We’re away until January 3, but we’re reposting some of our favorite pieces from 2016. Enjoy your holiday!

Hanover 2810-24

Photo: Brett Hanover.

If you’ve ever taken I-81 north through Virginia, you’ve passed the town of Natural Bridge, in Rockbridge County—home to a ninety-foot limestone arch that extends over a gorge, a geological anomaly probably formed by an ancient underground river. Natural Bridge is an anachronism from the Route 66 era of highway travel, a place where you can pay twenty dollars to look at a rock, eat a rock-themed lunch, and then buy a shot glass illustrated with a picture of that same rock. As any respectable tourist trap must, the town hosts a constellation of other attractions: a petting zoo, a dinosaur/Civil War theme park, and the Natural Bridge Wax Museum (now closed, and former home to a ghoulish Obama tribute). Best of all is the featherlight, faux prehistoric monument known as Foamhenge.

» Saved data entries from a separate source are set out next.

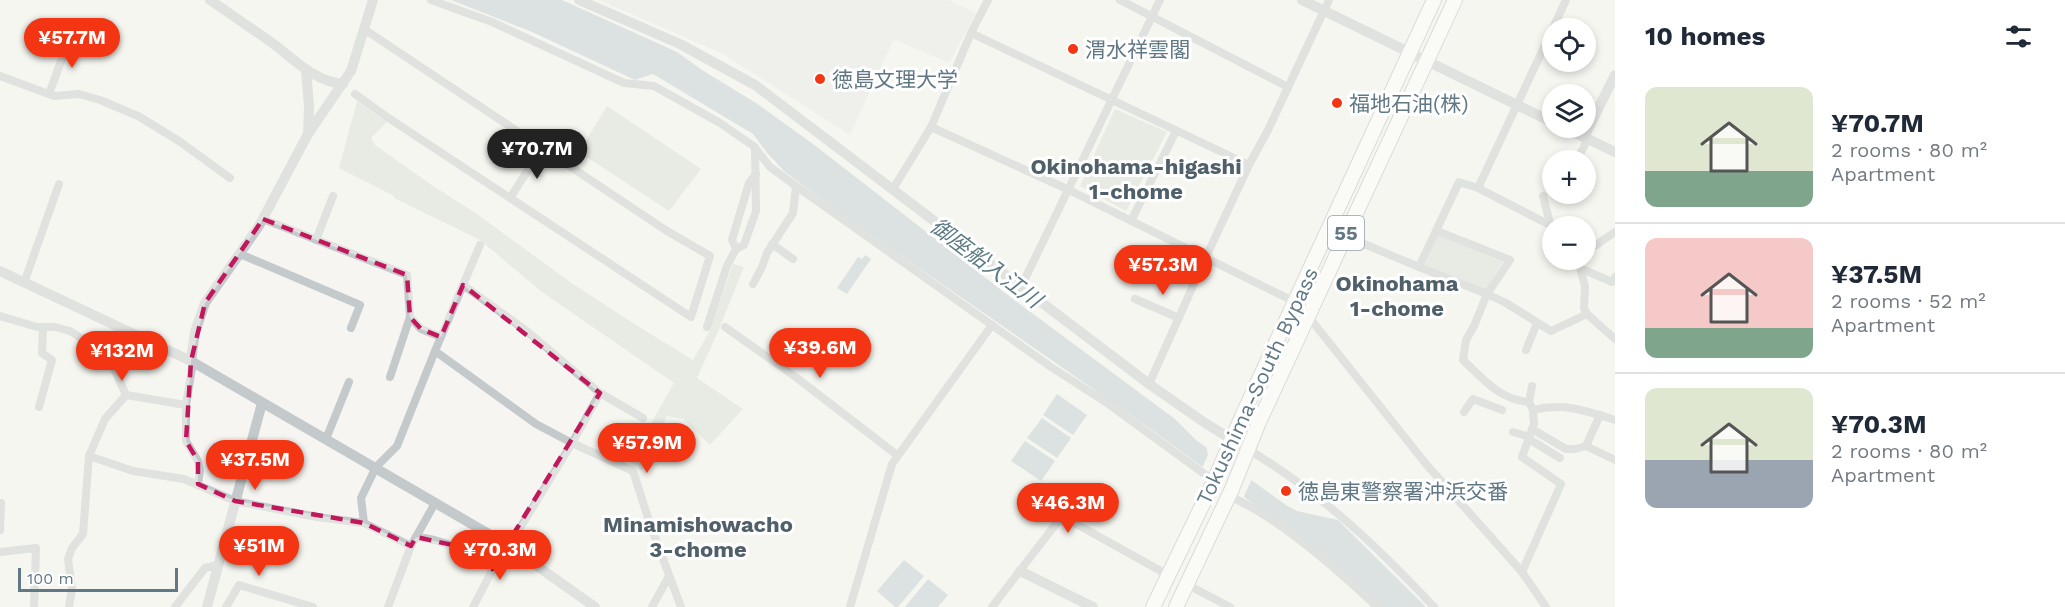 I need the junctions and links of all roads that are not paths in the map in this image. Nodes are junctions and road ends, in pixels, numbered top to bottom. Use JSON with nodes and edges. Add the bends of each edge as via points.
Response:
{"nodes":[{"id":1,"x":210,"y":0,"type":"edge"},
{"id":2,"x":373,"y":0,"type":"edge"},
{"id":3,"x":431,"y":0,"type":"edge"},
{"id":4,"x":579,"y":0,"type":"edge"},
{"id":5,"x":988,"y":0,"type":"edge"},
{"id":6,"x":1120,"y":0,"type":"edge"},
{"id":7,"x":1160,"y":0,"type":"edge"},
{"id":8,"x":1302,"y":0,"type":"edge"},
{"id":9,"x":1434,"y":0,"type":"edge"},
{"id":10,"x":1455,"y":0,"type":"edge"},
{"id":11,"x":1566,"y":0,"type":"edge"},
{"id":12,"x":1326,"y":5,"type":"edge"},
{"id":13,"x":1152,"y":16,"type":"junction"},
{"id":14,"x":1558,"y":18,"type":"edge"},
{"id":15,"x":364,"y":29,"type":"junction"},
{"id":16,"x":971,"y":33,"type":"junction"},
{"id":17,"x":71,"y":34,"type":"dead end"},
{"id":18,"x":1410,"y":52,"type":"junction"},
{"id":19,"x":1542,"y":53,"type":"edge"},
{"id":20,"x":1427,"y":60,"type":"junction"},
{"id":21,"x":306,"y":70,"type":"junction"},
{"id":22,"x":1615,"y":75,"type":"edge"},
{"id":23,"x":0,"y":76,"type":"edge"},
{"id":24,"x":343,"y":84,"type":"junction"},
{"id":25,"x":1287,"y":87,"type":"junction"},
{"id":26,"x":49,"y":94,"type":"junction"},
{"id":27,"x":356,"y":94,"type":"dead end"},
{"id":28,"x":1111,"y":100,"type":"junction"},
{"id":29,"x":1518,"y":105,"type":"junction"},
{"id":30,"x":1596,"y":116,"type":"edge"},
{"id":31,"x":1542,"y":117,"type":"edge"},
{"id":32,"x":931,"y":127,"type":"junction"},
{"id":33,"x":1176,"y":131,"type":"junction"},
{"id":34,"x":308,"y":134,"type":"junction"},
{"id":35,"x":1586,"y":138,"type":"joint"},
{"id":36,"x":755,"y":147,"type":"junction"},
{"id":37,"x":543,"y":148,"type":"junction"},
{"id":38,"x":1581,"y":150,"type":"edge"},
{"id":39,"x":1615,"y":152,"type":"edge"},
{"id":40,"x":1249,"y":165,"type":"junction"},
{"id":41,"x":756,"y":174,"type":"junction"},
{"id":42,"x":230,"y":178,"type":"dead end"},
{"id":43,"x":59,"y":184,"type":"dead end"},
{"id":44,"x":796,"y":186,"type":"junction"},
{"id":45,"x":1478,"y":188,"type":"junction"},
{"id":46,"x":893,"y":189,"type":"junction"},
{"id":47,"x":1067,"y":189,"type":"junction"},
{"id":48,"x":333,"y":195,"type":"dead end"},
{"id":49,"x":510,"y":198,"type":"junction"},
{"id":50,"x":263,"y":219,"type":"junction"},
{"id":51,"x":1131,"y":221,"type":"junction"},
{"id":52,"x":1542,"y":223,"type":"edge"},
{"id":53,"x":1437,"y":231,"type":"junction"},
{"id":54,"x":1615,"y":232,"type":"edge"},
{"id":55,"x":1345,"y":236,"type":"junction"},
{"id":56,"x":316,"y":240,"type":"junction"},
{"id":57,"x":772,"y":244,"type":"junction"},
{"id":58,"x":480,"y":245,"type":"dead end"},
{"id":59,"x":1596,"y":245,"type":"edge"},
{"id":60,"x":736,"y":249,"type":"junction"},
{"id":61,"x":240,"y":254,"type":"junction"},
{"id":62,"x":1206,"y":257,"type":"junction"},
{"id":63,"x":793,"y":259,"type":"dead end"},
{"id":64,"x":1419,"y":267,"type":"junction"},
{"id":65,"x":1582,"y":270,"type":"edge"},
{"id":66,"x":1584,"y":270,"type":"edge"},
{"id":67,"x":0,"y":271,"type":"edge"},
{"id":68,"x":1615,"y":277,"type":"edge"},
{"id":69,"x":24,"y":283,"type":"junction"},
{"id":70,"x":753,"y":284,"type":"dead end"},
{"id":71,"x":463,"y":285,"type":"junction"},
{"id":72,"x":1022,"y":285,"type":"junction"},
{"id":73,"x":1487,"y":294,"type":"junction"},
{"id":74,"x":1135,"y":299,"type":"dead end"},
{"id":75,"x":1295,"y":302,"type":"junction"},
{"id":76,"x":1587,"y":314,"type":"junction"},
{"id":77,"x":0,"y":316,"type":"edge"},
{"id":78,"x":1308,"y":316,"type":"junction"},
{"id":79,"x":410,"y":317,"type":"junction"},
{"id":80,"x":1179,"y":318,"type":"junction"},
{"id":81,"x":1537,"y":323,"type":"junction"},
{"id":82,"x":992,"y":325,"type":"junction"},
{"id":83,"x":43,"y":327,"type":"junction"},
{"id":84,"x":706,"y":327,"type":"dead end"},
{"id":85,"x":725,"y":327,"type":"dead end"},
{"id":86,"x":351,"y":328,"type":"dead end"},
{"id":87,"x":441,"y":337,"type":"junction"},
{"id":88,"x":1615,"y":339,"type":"edge"},
{"id":89,"x":1526,"y":350,"type":"dead end"},
{"id":90,"x":435,"y":351,"type":"junction"},
{"id":91,"x":192,"y":362,"type":"junction"},
{"id":92,"x":390,"y":377,"type":"dead end"},
{"id":93,"x":349,"y":382,"type":"dead end"},
{"id":94,"x":1149,"y":384,"type":"junction"},
{"id":95,"x":1532,"y":386,"type":"dead end"},
{"id":96,"x":1494,"y":388,"type":"junction"},
{"id":97,"x":600,"y":393,"type":"junction"},
{"id":98,"x":126,"y":394,"type":"junction"},
{"id":99,"x":262,"y":403,"type":"junction"},
{"id":100,"x":186,"y":405,"type":"junction"},
{"id":101,"x":1488,"y":405,"type":"junction"},
{"id":102,"x":1531,"y":406,"type":"junction"},
{"id":103,"x":39,"y":407,"type":"dead end"},
{"id":104,"x":1502,"y":410,"type":"dead end"},
{"id":105,"x":1464,"y":412,"type":"dead end"},
{"id":106,"x":1600,"y":415,"type":"junction"},
{"id":107,"x":643,"y":418,"type":"dead end"},
{"id":108,"x":1615,"y":420,"type":"edge"},
{"id":109,"x":1513,"y":432,"type":"dead end"},
{"id":110,"x":1530,"y":435,"type":"junction"},
{"id":111,"x":326,"y":439,"type":"junction"},
{"id":112,"x":1232,"y":440,"type":"junction"},
{"id":113,"x":572,"y":443,"type":"junction"},
{"id":114,"x":1586,"y":446,"type":"junction"},
{"id":115,"x":1249,"y":450,"type":"junction"},
{"id":116,"x":897,"y":455,"type":"junction"},
{"id":117,"x":89,"y":456,"type":"junction"},
{"id":118,"x":1560,"y":458,"type":"dead end"},
{"id":119,"x":1615,"y":460,"type":"edge"},
{"id":120,"x":376,"y":467,"type":"junction"},
{"id":121,"x":1215,"y":479,"type":"junction"},
{"id":122,"x":198,"y":484,"type":"junction"},
{"id":123,"x":1230,"y":493,"type":"junction"},
{"id":124,"x":235,"y":501,"type":"junction"},
{"id":125,"x":1,"y":503,"type":"edge"},
{"id":126,"x":435,"y":503,"type":"junction"},
{"id":127,"x":364,"y":523,"type":"junction"},
{"id":128,"x":0,"y":530,"type":"edge"},
{"id":129,"x":413,"y":542,"type":"junction"},
{"id":130,"x":508,"y":545,"type":"junction"},
{"id":131,"x":0,"y":552,"type":"edge"},
{"id":132,"x":218,"y":565,"type":"junction"},
{"id":133,"x":492,"y":568,"type":"junction"},
{"id":134,"x":1020,"y":571,"type":"junction"},
{"id":135,"x":1522,"y":572,"type":"junction"},
{"id":136,"x":1168,"y":575,"type":"junction"},
{"id":137,"x":669,"y":576,"type":"junction"},
{"id":138,"x":1186,"y":584,"type":"junction"},
{"id":139,"x":34,"y":607,"type":"edge"},
{"id":140,"x":69,"y":607,"type":"edge"},
{"id":141,"x":175,"y":607,"type":"edge"},
{"id":142,"x":207,"y":607,"type":"edge"},
{"id":143,"x":226,"y":607,"type":"edge"},
{"id":144,"x":313,"y":607,"type":"edge"},
{"id":145,"x":388,"y":607,"type":"edge"},
{"id":146,"x":473,"y":607,"type":"edge"},
{"id":147,"x":595,"y":607,"type":"edge"},
{"id":148,"x":652,"y":607,"type":"edge"},
{"id":149,"x":681,"y":607,"type":"edge"},
{"id":150,"x":850,"y":607,"type":"edge"},
{"id":151,"x":992,"y":607,"type":"edge"},
{"id":152,"x":1093,"y":607,"type":"edge"},
{"id":153,"x":1154,"y":607,"type":"edge"},
{"id":154,"x":1176,"y":607,"type":"edge"},
{"id":155,"x":1230,"y":607,"type":"edge"},
{"id":156,"x":1377,"y":607,"type":"edge"},
{"id":157,"x":1434,"y":607,"type":"edge"},
{"id":158,"x":1546,"y":607,"type":"edge"}],
"edges":[{"from":1,"to":21,"type":"street"},
{"from":2,"to":15,"type":"street"},
{"from":3,"to":36,"type":"street","via":[[492,22],[624,83],[654,86]]},
{"from":4,"to":46,"type":"street","via":[[680,44],[755,85]]},
{"from":5,"to":16,"type":"street"},
{"from":6,"to":13,"type":"street"},
{"from":7,"to":13,"type":"street"},
{"from":8,"to":12,"type":"street"},
{"from":9,"to":18,"type":"highway","name":"Tokushima-South Bypass","number":"55"},
{"from":10,"to":20,"type":"highway","name":"Tokushima-South Bypass","number":"55"},
{"from":11,"to":14,"type":"street"},
{"from":12,"to":18,"type":"street"},
{"from":12,"to":25,"type":"street"},
{"from":13,"to":25,"type":"street"},
{"from":13,"to":28,"type":"street"},
{"from":15,"to":24,"type":"street"},
{"from":15,"to":37,"type":"street"},
{"from":16,"to":28,"type":"street"},
{"from":16,"to":32,"type":"street"},
{"from":17,"to":26,"type":"street"},
{"from":18,"to":20,"type":"street"},
{"from":18,"to":75,"type":"highway","name":"Tokushima-South Bypass","number":"55"},
{"from":19,"to":29,"type":"street"},
{"from":20,"to":29,"type":"street"},
{"from":20,"to":55,"type":"highway","name":"Tokushima-South Bypass","number":"55"},
{"from":21,"to":24,"type":"street"},
{"from":21,"to":34,"type":"street"},
{"from":22,"to":30,"type":"street"},
{"from":23,"to":26,"type":"street"},
{"from":24,"to":34,"type":"street"},
{"from":25,"to":40,"type":"street"},
{"from":26,"to":42,"type":"street","via":[[79,94],[138,116]]},
{"from":27,"to":49,"type":"street"},
{"from":28,"to":33,"type":"street"},
{"from":28,"to":47,"type":"street"},
{"from":29,"to":31,"type":"street"},
{"from":29,"to":45,"type":"street"},
{"from":32,"to":46,"type":"street"},
{"from":32,"to":47,"type":"street"},
{"from":33,"to":40,"type":"street"},
{"from":33,"to":51,"type":"street"},
{"from":34,"to":50,"type":"street"},
{"from":35,"to":38,"type":"street"},
{"from":35,"to":39,"type":"street"},
{"from":36,"to":41,"type":"street"},
{"from":36,"to":44,"type":"street","via":[[770,168]]},
{"from":37,"to":49,"type":"street"},
{"from":37,"to":49,"type":"street","via":[[710,256],[692,317]]},
{"from":40,"to":62,"type":"street"},
{"from":41,"to":60,"type":"street","via":[[749,183],[732,240]]},
{"from":41,"to":60,"type":"street","via":[[756,211],[744,245]]},
{"from":43,"to":69,"type":"street"},
{"from":44,"to":57,"type":"street","via":[[793,213]]},
{"from":44,"to":82,"type":"street"},
{"from":45,"to":52,"type":"street"},
{"from":45,"to":53,"type":"street","via":[[1460,182]]},
{"from":46,"to":72,"type":"street"},
{"from":47,"to":51,"type":"street"},
{"from":47,"to":72,"type":"street"},
{"from":48,"to":56,"type":"street"},
{"from":50,"to":56,"type":"street"},
{"from":50,"to":61,"type":"street"},
{"from":51,"to":62,"type":"street"},
{"from":53,"to":64,"type":"street"},
{"from":53,"to":73,"type":"street","via":[[1510,260]]},
{"from":54,"to":59,"type":"street"},
{"from":55,"to":64,"type":"street"},
{"from":55,"to":78,"type":"highway","name":"Tokushima-South Bypass","number":"55"},
{"from":56,"to":79,"type":"street","via":[[407,275]]},
{"from":57,"to":63,"type":"street"},
{"from":57,"to":70,"type":"street"},
{"from":58,"to":71,"type":"street"},
{"from":60,"to":84,"type":"street"},
{"from":61,"to":86,"type":"street","via":[[360,304]]},
{"from":61,"to":91,"type":"street","via":[[205,303],[195,332]]},
{"from":62,"to":75,"type":"street"},
{"from":62,"to":80,"type":"street"},
{"from":64,"to":73,"type":"street"},
{"from":65,"to":76,"type":"street"},
{"from":66,"to":68,"type":"street","via":[[1612,282]]},
{"from":67,"to":69,"type":"street"},
{"from":69,"to":91,"type":"street"},
{"from":71,"to":87,"type":"street"},
{"from":71,"to":97,"type":"street","via":[[528,332]]},
{"from":72,"to":94,"type":"street"},
{"from":73,"to":81,"type":"street"},
{"from":73,"to":96,"type":"street","via":[[1466,340],[1463,360]]},
{"from":74,"to":80,"type":"street"},
{"from":75,"to":78,"type":"street"},
{"from":75,"to":112,"type":"highway","name":"Tokushima-South Bypass","number":"55"},
{"from":76,"to":81,"type":"street","via":[[1551,331]]},
{"from":76,"to":88,"type":"street"},
{"from":77,"to":83,"type":"street"},
{"from":78,"to":115,"type":"highway","name":"Tokushima-South Bypass","number":"55"},
{"from":78,"to":135,"type":"street","via":[[1426,464]]},
{"from":79,"to":87,"type":"street","via":[[421,329]]},
{"from":79,"to":92,"type":"street"},
{"from":80,"to":94,"type":"street"},
{"from":81,"to":89,"type":"street"},
{"from":82,"to":116,"type":"street"},
{"from":82,"to":121,"type":"street"},
{"from":83,"to":98,"type":"street","via":[[70,331],[111,362]]},
{"from":83,"to":103,"type":"street","via":[[42,353],[52,360]]},
{"from":85,"to":116,"type":"street"},
{"from":87,"to":90,"type":"street"},
{"from":90,"to":113,"type":"street","via":[[536,424]]},
{"from":90,"to":120,"type":"street","via":[[397,446]]},
{"from":91,"to":99,"type":"street"},
{"from":91,"to":100,"type":"street"},
{"from":93,"to":111,"type":"street"},
{"from":94,"to":112,"type":"street"},
{"from":95,"to":102,"type":"street"},
{"from":96,"to":101,"type":"street"},
{"from":96,"to":102,"type":"street","via":[[1501,395]]},
{"from":97,"to":107,"type":"street"},
{"from":97,"to":113,"type":"street"},
{"from":98,"to":100,"type":"street"},
{"from":98,"to":117,"type":"street","via":[[105,419]]},
{"from":99,"to":111,"type":"street"},
{"from":99,"to":124,"type":"street"},
{"from":100,"to":122,"type":"street","via":[[186,441],[198,461]]},
{"from":101,"to":104,"type":"street"},
{"from":101,"to":105,"type":"street","via":[[1473,399]]},
{"from":102,"to":106,"type":"street","via":[[1565,406]]},
{"from":102,"to":110,"type":"street"},
{"from":106,"to":108,"type":"street"},
{"from":106,"to":114,"type":"street"},
{"from":109,"to":110,"type":"street"},
{"from":110,"to":114,"type":"street","via":[[1566,449]]},
{"from":110,"to":118,"type":"street"},
{"from":110,"to":135,"type":"street","via":[[1522,457],[1561,484]]},
{"from":111,"to":120,"type":"street"},
{"from":112,"to":115,"type":"street"},
{"from":112,"to":121,"type":"highway","name":"Tokushima-South Bypass","number":"55"},
{"from":113,"to":130,"type":"street"},
{"from":113,"to":137,"type":"street","via":[[633,471]]},
{"from":114,"to":119,"type":"street"},
{"from":115,"to":123,"type":"highway","name":"Tokushima-South Bypass","number":"55"},
{"from":115,"to":157,"type":"street","via":[[1326,501]]},
{"from":116,"to":150,"type":"street"},
{"from":117,"to":122,"type":"street","via":[[133,471]]},
{"from":117,"to":140,"type":"street","via":[[83,534],[68,559],[72,589]]},
{"from":120,"to":126,"type":"street"},
{"from":120,"to":127,"type":"street","via":[[361,498]]},
{"from":121,"to":136,"type":"highway","name":"Tokushima-South Bypass","number":"55"},
{"from":122,"to":124,"type":"street"},
{"from":123,"to":138,"type":"highway","name":"Tokushima-South Bypass","number":"55"},
{"from":123,"to":156,"type":"street","via":[[1299,540]]},
{"from":124,"to":127,"type":"street"},
{"from":124,"to":132,"type":"street"},
{"from":125,"to":128,"type":"street"},
{"from":126,"to":129,"type":"street"},
{"from":126,"to":130,"type":"street"},
{"from":127,"to":129,"type":"street"},
{"from":129,"to":133,"type":"street","via":[[428,538],[457,546]]},
{"from":129,"to":145,"type":"street"},
{"from":130,"to":133,"type":"street"},
{"from":130,"to":147,"type":"street"},
{"from":131,"to":139,"type":"street","via":[[36,548]]},
{"from":132,"to":141,"type":"street","via":[[205,568]]},
{"from":132,"to":142,"type":"street"},
{"from":133,"to":146,"type":"street"},
{"from":134,"to":136,"type":"street","via":[[1062,516]]},
{"from":134,"to":151,"type":"street"},
{"from":134,"to":152,"type":"street"},
{"from":135,"to":158,"type":"street"},
{"from":136,"to":153,"type":"highway","name":"Tokushima-South Bypass","number":"55"},
{"from":137,"to":148,"type":"street"},
{"from":137,"to":149,"type":"street"},
{"from":138,"to":154,"type":"highway","name":"Tokushima-South Bypass","number":"55"},
{"from":138,"to":155,"type":"street"},
{"from":143,"to":144,"type":"street","via":[[239,585]]}]}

As its name suggests, Foamhenge is a one-to-one scale replica of Stonehenge, made of foam. It is identical to the original, save the flecked gray paint, the accompanying statue of a deadhead-ish Merlin, and the fact that it was erected several millennia later. For the past twelve years, the henge has been the most public of Natural Bridge’s draws, garnering a steady stream of visitors and enough press to be mentioned in the same breath as the area’s actual ancient rocks. Its creator, an artist named Mark Cline, calls it his “foam-nomenon”: the unlikely culmination of his career as a sculptor of roadside attractions.